Mike Hastings: The following is a recorded interview for the George J. Mitchell Oral History Project, an activity of Bowdoin College. The date is May the 8th, [2009], it’s a Friday, I’m at the 1 Monument Square offices of the law firm of Pierce Atwood. The interviewee is Ralph I. Lancaster, I’m Mike Hastings, I’m the interviewer, and welcome.

Ralph Lancaster: Thank you.

MH: Could we begin, I begin a little bit formally, it’s kind of a protocol that we follow, could you state your full name and spell your last name.

RL: Ralph I. Lancaster, Jr., L-A-N-C-A-S-T-E-R.

MH: And your date of birth and your place of birth.

RL: 5/9/30, Bangor.

MH: And your father’s full name and your mother’s full name.

RL: Ralph I. Lancaster, Mary Kelleher Lancaster.

MH: That’s K-E-L-L-E-H-E-R.

RL: It is.

MH: Kelleher, okay.
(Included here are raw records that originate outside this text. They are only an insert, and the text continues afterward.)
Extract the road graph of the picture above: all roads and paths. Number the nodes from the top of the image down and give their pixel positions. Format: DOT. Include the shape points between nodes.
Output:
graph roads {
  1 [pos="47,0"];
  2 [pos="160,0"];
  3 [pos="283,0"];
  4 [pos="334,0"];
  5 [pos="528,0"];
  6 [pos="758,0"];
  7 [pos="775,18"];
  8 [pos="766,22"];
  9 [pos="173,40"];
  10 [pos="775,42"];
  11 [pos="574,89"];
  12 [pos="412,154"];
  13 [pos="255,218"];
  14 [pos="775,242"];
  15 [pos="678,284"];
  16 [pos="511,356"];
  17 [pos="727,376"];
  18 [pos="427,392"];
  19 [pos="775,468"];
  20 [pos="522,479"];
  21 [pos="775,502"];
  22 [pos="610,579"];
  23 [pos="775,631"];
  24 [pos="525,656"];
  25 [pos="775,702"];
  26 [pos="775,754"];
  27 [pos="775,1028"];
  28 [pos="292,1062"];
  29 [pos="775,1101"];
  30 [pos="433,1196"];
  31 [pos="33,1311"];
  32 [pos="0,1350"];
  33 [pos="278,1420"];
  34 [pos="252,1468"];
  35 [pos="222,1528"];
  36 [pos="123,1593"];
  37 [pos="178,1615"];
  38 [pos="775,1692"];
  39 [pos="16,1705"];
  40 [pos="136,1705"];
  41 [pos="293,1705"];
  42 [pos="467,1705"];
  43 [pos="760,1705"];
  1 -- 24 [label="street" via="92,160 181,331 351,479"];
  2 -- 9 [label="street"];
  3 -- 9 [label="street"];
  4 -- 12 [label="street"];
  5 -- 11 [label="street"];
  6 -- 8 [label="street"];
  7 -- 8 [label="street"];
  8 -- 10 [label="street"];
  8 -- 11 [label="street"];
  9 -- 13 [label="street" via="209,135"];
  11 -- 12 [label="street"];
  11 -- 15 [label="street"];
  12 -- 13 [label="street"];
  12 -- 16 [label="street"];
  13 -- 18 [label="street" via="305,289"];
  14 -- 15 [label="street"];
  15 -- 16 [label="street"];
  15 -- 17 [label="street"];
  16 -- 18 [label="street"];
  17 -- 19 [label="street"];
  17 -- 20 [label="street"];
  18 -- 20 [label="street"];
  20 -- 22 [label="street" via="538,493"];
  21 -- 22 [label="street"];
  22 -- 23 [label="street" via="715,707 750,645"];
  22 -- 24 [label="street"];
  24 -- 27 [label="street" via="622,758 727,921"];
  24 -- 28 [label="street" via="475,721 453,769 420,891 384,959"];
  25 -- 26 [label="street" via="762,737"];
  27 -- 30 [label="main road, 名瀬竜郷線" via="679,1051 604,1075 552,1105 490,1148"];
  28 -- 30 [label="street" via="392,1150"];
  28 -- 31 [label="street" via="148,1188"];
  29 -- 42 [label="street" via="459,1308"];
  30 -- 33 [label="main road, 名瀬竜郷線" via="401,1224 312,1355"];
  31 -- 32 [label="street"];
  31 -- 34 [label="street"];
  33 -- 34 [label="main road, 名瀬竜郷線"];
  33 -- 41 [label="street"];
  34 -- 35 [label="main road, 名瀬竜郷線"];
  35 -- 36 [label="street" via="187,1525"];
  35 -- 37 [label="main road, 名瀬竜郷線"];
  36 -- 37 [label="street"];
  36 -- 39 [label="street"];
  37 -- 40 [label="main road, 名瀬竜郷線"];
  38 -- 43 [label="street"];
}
And I always ask first to tell me a little bit about your father, and a little bit about your mother. Can you give me a quick little profile of them?

RL: My father was born in Veazie, one of eight children, started college at the University of Maine, left in his first year, came to Portland, worked in Portland. My mother grew up on the St. Mary’s side of Bangor. Her father was John “Lit” Kelleher, one-time mayor of Bangor. She was one of eight children. She died in childbirth in 1933.

MH: That’s L-I-T-T?

RL: No, just L-I-T.

MH: L-I-T, Lit

RL: I don’t know the origin of that name. I was raised by Charles Milan and Bridget Milan.
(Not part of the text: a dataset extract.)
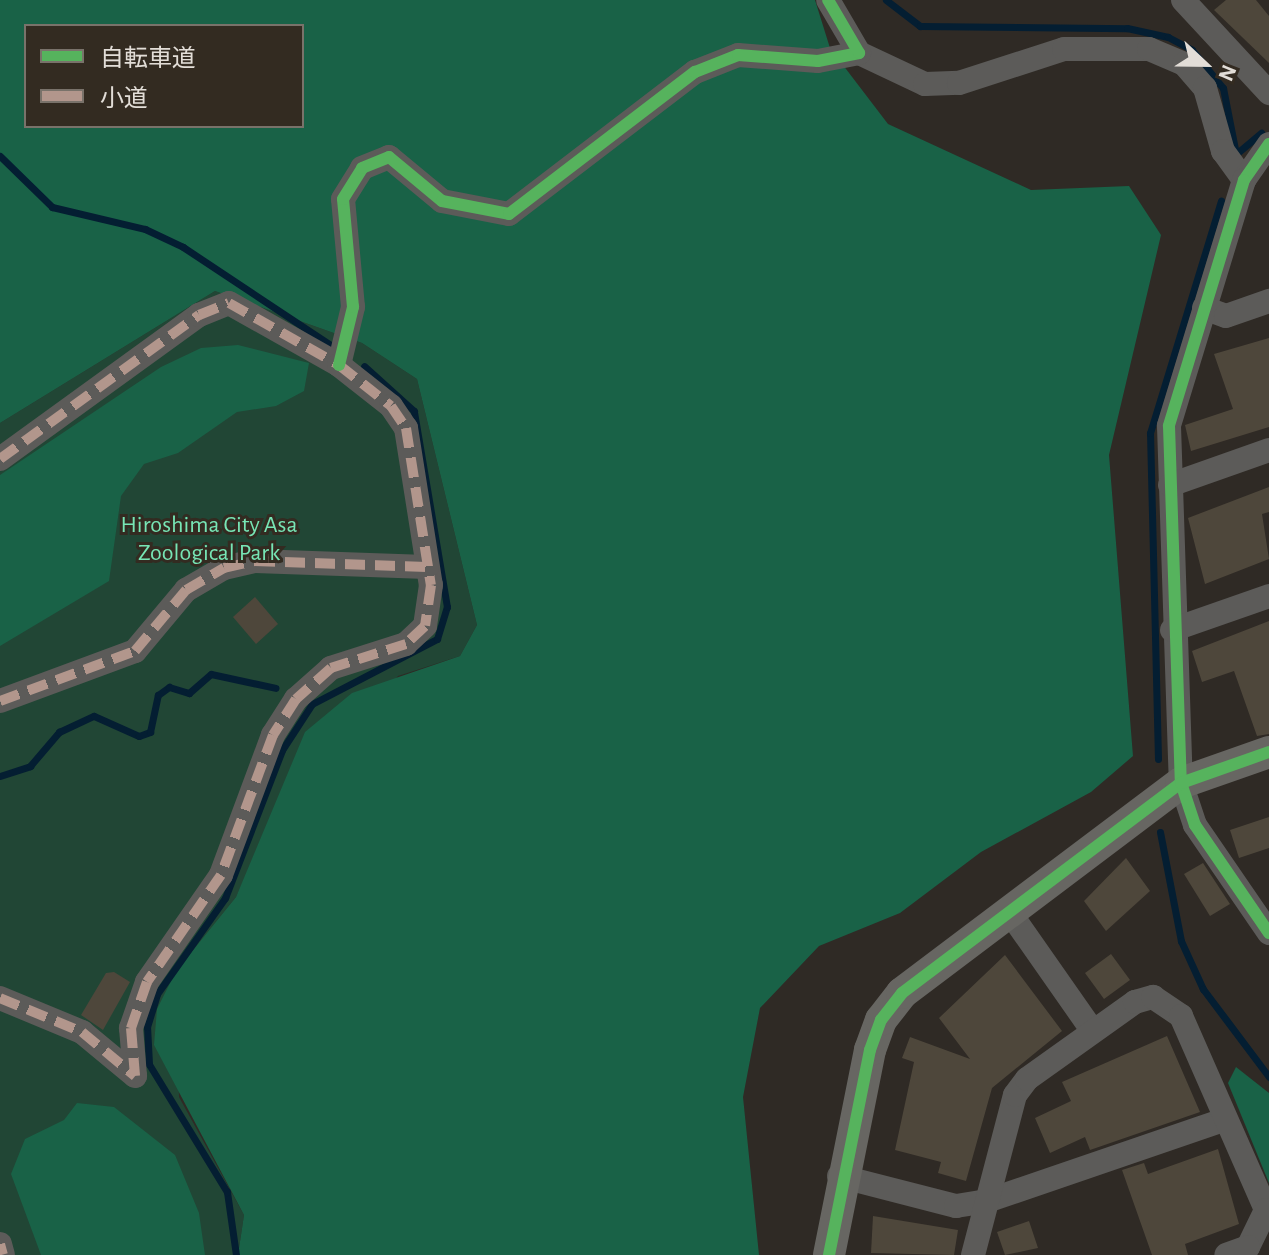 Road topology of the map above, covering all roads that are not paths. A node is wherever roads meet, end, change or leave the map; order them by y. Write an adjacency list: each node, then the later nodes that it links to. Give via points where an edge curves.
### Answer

MH: I see. In Bangor, you spent your early years all in Bangor?

RL: In Bangor.

MH: What was that like?

RL: It was a wonderful childhood. They were indulgent people who were, oh, in their late sixties, early seventies when they took me, and neither one of them had graduated from grammar school but they had a real respect for education and encouraged me.

MH: I see. And what did they do?

RL: My Aunt Bridget was a homemaker, and my uncle ran the Bangor Exchange Hotel and the Great Northern on Exchange Street, two bars.
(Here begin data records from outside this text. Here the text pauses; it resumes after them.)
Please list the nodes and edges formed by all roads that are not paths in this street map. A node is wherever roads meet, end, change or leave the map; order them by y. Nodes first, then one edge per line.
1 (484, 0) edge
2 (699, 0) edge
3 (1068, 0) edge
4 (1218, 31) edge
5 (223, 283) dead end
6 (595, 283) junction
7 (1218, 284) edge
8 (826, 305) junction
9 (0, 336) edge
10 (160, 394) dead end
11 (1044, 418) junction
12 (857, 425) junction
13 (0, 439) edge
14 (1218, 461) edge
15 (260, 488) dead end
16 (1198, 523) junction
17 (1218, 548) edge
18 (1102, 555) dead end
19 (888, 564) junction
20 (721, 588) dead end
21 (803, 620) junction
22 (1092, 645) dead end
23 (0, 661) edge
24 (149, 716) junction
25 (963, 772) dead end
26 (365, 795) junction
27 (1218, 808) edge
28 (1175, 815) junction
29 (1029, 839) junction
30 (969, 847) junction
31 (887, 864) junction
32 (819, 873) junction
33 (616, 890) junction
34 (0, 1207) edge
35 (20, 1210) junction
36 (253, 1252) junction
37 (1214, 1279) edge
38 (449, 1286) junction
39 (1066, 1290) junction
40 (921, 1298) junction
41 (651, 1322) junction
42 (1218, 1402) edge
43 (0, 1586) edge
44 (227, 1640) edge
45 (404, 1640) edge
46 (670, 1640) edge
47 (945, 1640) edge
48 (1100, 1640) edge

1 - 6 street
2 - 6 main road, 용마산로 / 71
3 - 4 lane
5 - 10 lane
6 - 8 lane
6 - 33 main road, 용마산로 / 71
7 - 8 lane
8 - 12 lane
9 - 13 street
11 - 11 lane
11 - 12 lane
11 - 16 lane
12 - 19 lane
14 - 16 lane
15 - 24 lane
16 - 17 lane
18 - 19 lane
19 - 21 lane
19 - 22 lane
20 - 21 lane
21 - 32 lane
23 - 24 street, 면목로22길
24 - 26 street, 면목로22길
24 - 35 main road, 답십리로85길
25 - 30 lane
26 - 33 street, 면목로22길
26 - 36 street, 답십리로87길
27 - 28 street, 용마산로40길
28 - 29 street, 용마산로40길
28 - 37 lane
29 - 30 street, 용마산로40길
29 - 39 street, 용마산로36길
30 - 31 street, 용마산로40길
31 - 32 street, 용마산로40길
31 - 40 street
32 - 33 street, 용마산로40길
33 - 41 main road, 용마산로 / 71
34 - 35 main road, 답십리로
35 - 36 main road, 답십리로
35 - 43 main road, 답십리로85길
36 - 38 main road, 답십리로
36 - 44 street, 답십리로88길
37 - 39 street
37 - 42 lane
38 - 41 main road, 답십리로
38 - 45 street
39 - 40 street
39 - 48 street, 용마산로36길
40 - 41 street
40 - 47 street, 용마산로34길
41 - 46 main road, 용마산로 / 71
MH: Oh, okay, did that later become the Penobscot Hotel?

RL: No.

MH: No, that’s not the one.

RL: No, it wasn’t quite that classy.

MH: Oh, okay. I remember Penobscot Hotel when it wasn’t very classy.

RL: Right. The Great Northern was a step below.

MH: I see. Went to local schools?

RL: Went to St. Mary’s; John Bapst High.

MH: Now, when I’ve interviewed other people from Bangor, they usually tell me whether they were from the east side or the west side.

RL: East.

MH: East side, okay. There seems to be a real dividing line.

RL: Well in our lexicon, it was St. Mary’s versus St. John’s. We were in St. Mary’s.

MH: In St. Mary’s. Bangor High School?

RL: John Bapst.

MH: John Bapst, I see. And that was, John Bapst was run by whom?

RL: Xavierian Brothers and the Sisters of Mercy, and a never-never land between the two.

MH: Separate entrances, I suspect.

RL: Yes. And God help you if you were found on the girls’ side without a legitimate reason.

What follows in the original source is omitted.